(Task material begins)

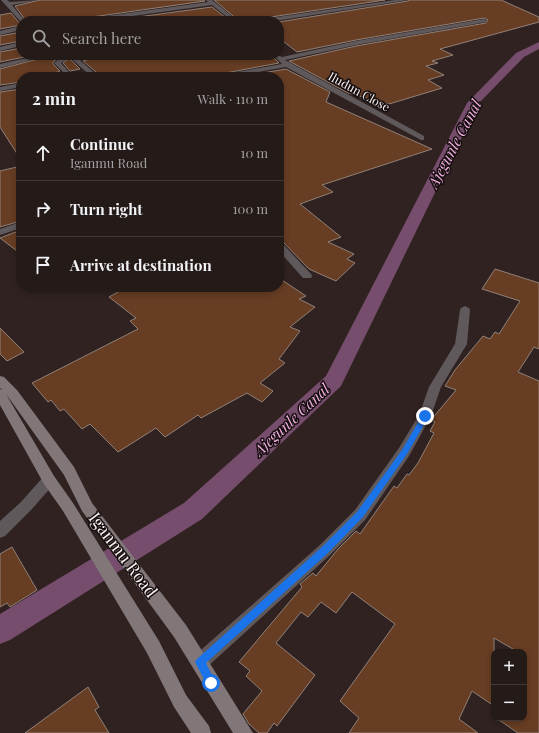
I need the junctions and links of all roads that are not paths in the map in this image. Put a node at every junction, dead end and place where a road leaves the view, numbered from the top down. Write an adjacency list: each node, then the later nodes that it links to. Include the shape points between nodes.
1 (4, 0): 5 (street)
2 (36, 0): 5 (street)
3 (405, 0): 10 (street)
4 (210, 2): 8 (street); 9 (street)
5 (9, 7): 6 (street); 7 (street); 11 (street)
6 (0, 10)
7 (17, 16)
8 (118, 16)
9 (228, 16)
10 (284, 18)
11 (16, 19)
12 (484, 21): 17 (street)
13 (16, 29): 14 (street)
14 (0, 33)
15 (16, 45): 16 (street)
16 (0, 49)
17 (284, 56)
18 (26, 60): 23 (street)
19 (63, 60): 24 (street, via 57,63)
20 (77, 60): 25 (street)
21 (281, 60): 22 (street, Iludun Close)
22 (287, 65): 26 (street); 29 (street, Iludun Close)
23 (0, 66)
24 (66, 72)
25 (90, 72)
26 (248, 72)
27 (16, 86): 28 (street)
28 (0, 89)
29 (421, 138)
30 (16, 227): 31 (street)
31 (0, 232)
32 (284, 251): 33 (street)
33 (307, 276)
34 (465, 310): 39 (street, via 461,344 435,387 425,416 404,452 360,515 325,550)
35 (0, 380): 39 (main road, Iganmu Road, via 13,393 69,471 86,507 180,631)
36 (0, 394): 37 (main road, Iganmu Road)
37 (49, 480): 38 (street); 40 (main road, Iganmu Road, via 153,647 180,701)
38 (0, 531)
39 (200, 662): 41 (main road, Iganmu Road)
40 (202, 733)
41 (244, 733)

(Task material ends)

An exact copy of the records is required. Pictures do not belong in it.

I need the junctions and links of all roads that are not paths in the map in this image. Put a node at every junction, dead end and place where a road leaves the view, numbered from the top down. Write an adjacency list: each node, then the later nodes that it links to. Include the shape points between nodes.
1 (4, 0): 5 (street)
2 (36, 0): 5 (street)
3 (405, 0): 10 (street)
4 (210, 2): 8 (street); 9 (street)
5 (9, 7): 6 (street); 7 (street); 11 (street)
6 (0, 10)
7 (17, 16)
8 (118, 16)
9 (228, 16)
10 (284, 18)
11 (16, 19)
12 (484, 21): 17 (street)
13 (16, 29): 14 (street)
14 (0, 33)
15 (16, 45): 16 (street)
16 (0, 49)
17 (284, 56)
18 (26, 60): 23 (street)
19 (63, 60): 24 (street, via 57,63)
20 (77, 60): 25 (street)
21 (281, 60): 22 (street, Iludun Close)
22 (287, 65): 26 (street); 29 (street, Iludun Close)
23 (0, 66)
24 (66, 72)
25 (90, 72)
26 (248, 72)
27 (16, 86): 28 (street)
28 (0, 89)
29 (421, 138)
30 (16, 227): 31 (street)
31 (0, 232)
32 (284, 251): 33 (street)
33 (307, 276)
34 (465, 310): 39 (street, via 461,344 435,387 425,416 404,452 360,515 325,550)
35 (0, 380): 39 (main road, Iganmu Road, via 13,393 69,471 86,507 180,631)
36 (0, 394): 37 (main road, Iganmu Road)
37 (49, 480): 38 (street); 40 (main road, Iganmu Road, via 153,647 180,701)
38 (0, 531)
39 (200, 662): 41 (main road, Iganmu Road)
40 (202, 733)
41 (244, 733)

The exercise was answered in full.